**YOUR INSTRUCTIONS:** The answer must be an exact transcription of all the records below.

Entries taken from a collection
:::

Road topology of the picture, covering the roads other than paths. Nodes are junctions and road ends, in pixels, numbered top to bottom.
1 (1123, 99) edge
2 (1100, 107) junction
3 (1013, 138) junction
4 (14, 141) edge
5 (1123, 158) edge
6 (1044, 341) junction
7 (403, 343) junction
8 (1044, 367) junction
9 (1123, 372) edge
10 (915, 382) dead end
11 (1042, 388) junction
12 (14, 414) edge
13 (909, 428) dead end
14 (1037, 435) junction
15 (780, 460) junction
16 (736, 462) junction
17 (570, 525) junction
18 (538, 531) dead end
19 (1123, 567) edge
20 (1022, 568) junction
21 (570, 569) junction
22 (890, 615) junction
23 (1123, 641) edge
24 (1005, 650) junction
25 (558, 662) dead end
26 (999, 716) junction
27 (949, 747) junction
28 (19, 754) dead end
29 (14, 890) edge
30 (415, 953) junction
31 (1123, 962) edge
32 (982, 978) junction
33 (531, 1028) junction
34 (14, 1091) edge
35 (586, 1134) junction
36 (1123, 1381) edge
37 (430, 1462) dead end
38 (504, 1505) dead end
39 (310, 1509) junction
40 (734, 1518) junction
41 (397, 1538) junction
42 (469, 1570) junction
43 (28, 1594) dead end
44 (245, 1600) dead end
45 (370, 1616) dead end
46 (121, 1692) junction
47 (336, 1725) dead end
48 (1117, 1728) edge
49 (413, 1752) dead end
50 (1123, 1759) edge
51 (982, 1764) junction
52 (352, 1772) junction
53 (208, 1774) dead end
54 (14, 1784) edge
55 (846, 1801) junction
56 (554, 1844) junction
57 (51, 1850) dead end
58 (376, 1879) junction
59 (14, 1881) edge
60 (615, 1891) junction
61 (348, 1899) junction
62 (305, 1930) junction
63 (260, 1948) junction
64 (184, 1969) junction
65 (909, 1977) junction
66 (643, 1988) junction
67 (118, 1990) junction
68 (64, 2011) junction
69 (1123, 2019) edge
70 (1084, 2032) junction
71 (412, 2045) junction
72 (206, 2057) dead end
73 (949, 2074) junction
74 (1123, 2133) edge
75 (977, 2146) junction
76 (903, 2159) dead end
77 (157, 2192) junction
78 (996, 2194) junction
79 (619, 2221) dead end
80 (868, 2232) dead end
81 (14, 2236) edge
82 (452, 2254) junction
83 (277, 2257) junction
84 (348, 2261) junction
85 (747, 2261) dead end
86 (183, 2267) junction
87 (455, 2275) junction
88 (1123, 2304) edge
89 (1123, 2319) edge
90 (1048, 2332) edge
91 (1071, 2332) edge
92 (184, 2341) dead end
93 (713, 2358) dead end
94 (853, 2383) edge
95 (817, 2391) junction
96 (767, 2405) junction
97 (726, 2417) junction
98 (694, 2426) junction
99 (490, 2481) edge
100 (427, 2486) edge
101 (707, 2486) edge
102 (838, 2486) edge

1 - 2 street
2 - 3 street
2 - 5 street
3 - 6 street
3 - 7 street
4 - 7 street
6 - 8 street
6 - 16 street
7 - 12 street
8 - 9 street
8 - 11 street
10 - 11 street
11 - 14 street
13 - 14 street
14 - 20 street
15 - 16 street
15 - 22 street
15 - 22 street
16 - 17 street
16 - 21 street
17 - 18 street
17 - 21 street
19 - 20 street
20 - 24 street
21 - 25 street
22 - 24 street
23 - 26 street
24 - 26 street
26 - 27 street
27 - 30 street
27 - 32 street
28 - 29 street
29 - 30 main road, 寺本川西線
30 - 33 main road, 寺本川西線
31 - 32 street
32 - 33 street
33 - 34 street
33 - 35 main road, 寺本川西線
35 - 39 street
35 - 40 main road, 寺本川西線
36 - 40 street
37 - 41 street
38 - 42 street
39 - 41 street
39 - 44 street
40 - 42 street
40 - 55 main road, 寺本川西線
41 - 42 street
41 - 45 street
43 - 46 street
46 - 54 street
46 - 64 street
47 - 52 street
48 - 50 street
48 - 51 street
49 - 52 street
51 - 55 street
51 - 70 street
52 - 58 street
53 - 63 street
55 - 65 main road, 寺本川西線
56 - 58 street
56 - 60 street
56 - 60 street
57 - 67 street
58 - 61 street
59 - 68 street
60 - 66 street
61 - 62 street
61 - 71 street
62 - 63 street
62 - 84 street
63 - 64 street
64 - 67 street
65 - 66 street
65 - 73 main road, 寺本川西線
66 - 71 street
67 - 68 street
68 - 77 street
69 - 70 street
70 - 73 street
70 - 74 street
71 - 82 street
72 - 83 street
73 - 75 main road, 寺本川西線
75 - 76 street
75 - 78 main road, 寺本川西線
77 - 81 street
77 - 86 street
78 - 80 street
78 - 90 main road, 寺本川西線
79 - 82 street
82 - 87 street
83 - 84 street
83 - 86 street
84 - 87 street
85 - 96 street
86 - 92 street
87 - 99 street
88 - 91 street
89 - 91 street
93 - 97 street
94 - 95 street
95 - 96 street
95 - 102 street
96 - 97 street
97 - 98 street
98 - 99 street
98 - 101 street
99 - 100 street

:::

**RESULT BELOW:**
Road topology of the picture, covering the roads other than paths. Nodes are junctions and road ends, in pixels, numbered top to bottom.
1 (1123, 99) edge
2 (1100, 107) junction
3 (1013, 138) junction
4 (14, 141) edge
5 (1123, 158) edge
6 (1044, 341) junction
7 (403, 343) junction
8 (1044, 367) junction
9 (1123, 372) edge
10 (915, 382) dead end
11 (1042, 388) junction
12 (14, 414) edge
13 (909, 428) dead end
14 (1037, 435) junction
15 (780, 460) junction
16 (736, 462) junction
17 (570, 525) junction
18 (538, 531) dead end
19 (1123, 567) edge
20 (1022, 568) junction
21 (570, 569) junction
22 (890, 615) junction
23 (1123, 641) edge
24 (1005, 650) junction
25 (558, 662) dead end
26 (999, 716) junction
27 (949, 747) junction
28 (19, 754) dead end
29 (14, 890) edge
30 (415, 953) junction
31 (1123, 962) edge
32 (982, 978) junction
33 (531, 1028) junction
34 (14, 1091) edge
35 (586, 1134) junction
36 (1123, 1381) edge
37 (430, 1462) dead end
38 (504, 1505) dead end
39 (310, 1509) junction
40 (734, 1518) junction
41 (397, 1538) junction
42 (469, 1570) junction
43 (28, 1594) dead end
44 (245, 1600) dead end
45 (370, 1616) dead end
46 (121, 1692) junction
47 (336, 1725) dead end
48 (1117, 1728) edge
49 (413, 1752) dead end
50 (1123, 1759) edge
51 (982, 1764) junction
52 (352, 1772) junction
53 (208, 1774) dead end
54 (14, 1784) edge
55 (846, 1801) junction
56 (554, 1844) junction
57 (51, 1850) dead end
58 (376, 1879) junction
59 (14, 1881) edge
60 (615, 1891) junction
61 (348, 1899) junction
62 (305, 1930) junction
63 (260, 1948) junction
64 (184, 1969) junction
65 (909, 1977) junction
66 (643, 1988) junction
67 (118, 1990) junction
68 (64, 2011) junction
69 (1123, 2019) edge
70 (1084, 2032) junction
71 (412, 2045) junction
72 (206, 2057) dead end
73 (949, 2074) junction
74 (1123, 2133) edge
75 (977, 2146) junction
76 (903, 2159) dead end
77 (157, 2192) junction
78 (996, 2194) junction
79 (619, 2221) dead end
80 (868, 2232) dead end
81 (14, 2236) edge
82 (452, 2254) junction
83 (277, 2257) junction
84 (348, 2261) junction
85 (747, 2261) dead end
86 (183, 2267) junction
87 (455, 2275) junction
88 (1123, 2304) edge
89 (1123, 2319) edge
90 (1048, 2332) edge
91 (1071, 2332) edge
92 (184, 2341) dead end
93 (713, 2358) dead end
94 (853, 2383) edge
95 (817, 2391) junction
96 (767, 2405) junction
97 (726, 2417) junction
98 (694, 2426) junction
99 (490, 2481) edge
100 (427, 2486) edge
101 (707, 2486) edge
102 (838, 2486) edge

1 - 2 street
2 - 3 street
2 - 5 street
3 - 6 street
3 - 7 street
4 - 7 street
6 - 8 street
6 - 16 street
7 - 12 street
8 - 9 street
8 - 11 street
10 - 11 street
11 - 14 street
13 - 14 street
14 - 20 street
15 - 16 street
15 - 22 street
15 - 22 street
16 - 17 street
16 - 21 street
17 - 18 street
17 - 21 street
19 - 20 street
20 - 24 street
21 - 25 street
22 - 24 street
23 - 26 street
24 - 26 street
26 - 27 street
27 - 30 street
27 - 32 street
28 - 29 street
29 - 30 main road, 寺本川西線
30 - 33 main road, 寺本川西線
31 - 32 street
32 - 33 street
33 - 34 street
33 - 35 main road, 寺本川西線
35 - 39 street
35 - 40 main road, 寺本川西線
36 - 40 street
37 - 41 street
38 - 42 street
39 - 41 street
39 - 44 street
40 - 42 street
40 - 55 main road, 寺本川西線
41 - 42 street
41 - 45 street
43 - 46 street
46 - 54 street
46 - 64 street
47 - 52 street
48 - 50 street
48 - 51 street
49 - 52 street
51 - 55 street
51 - 70 street
52 - 58 street
53 - 63 street
55 - 65 main road, 寺本川西線
56 - 58 street
56 - 60 street
56 - 60 street
57 - 67 street
58 - 61 street
59 - 68 street
60 - 66 street
61 - 62 street
61 - 71 street
62 - 63 street
62 - 84 street
63 - 64 street
64 - 67 street
65 - 66 street
65 - 73 main road, 寺本川西線
66 - 71 street
67 - 68 street
68 - 77 street
69 - 70 street
70 - 73 street
70 - 74 street
71 - 82 street
72 - 83 street
73 - 75 main road, 寺本川西線
75 - 76 street
75 - 78 main road, 寺本川西線
77 - 81 street
77 - 86 street
78 - 80 street
78 - 90 main road, 寺本川西線
79 - 82 street
82 - 87 street
83 - 84 street
83 - 86 street
84 - 87 street
85 - 96 street
86 - 92 street
87 - 99 street
88 - 91 street
89 - 91 street
93 - 97 street
94 - 95 street
95 - 96 street
95 - 102 street
96 - 97 street
97 - 98 street
98 - 99 street
98 - 101 street
99 - 100 street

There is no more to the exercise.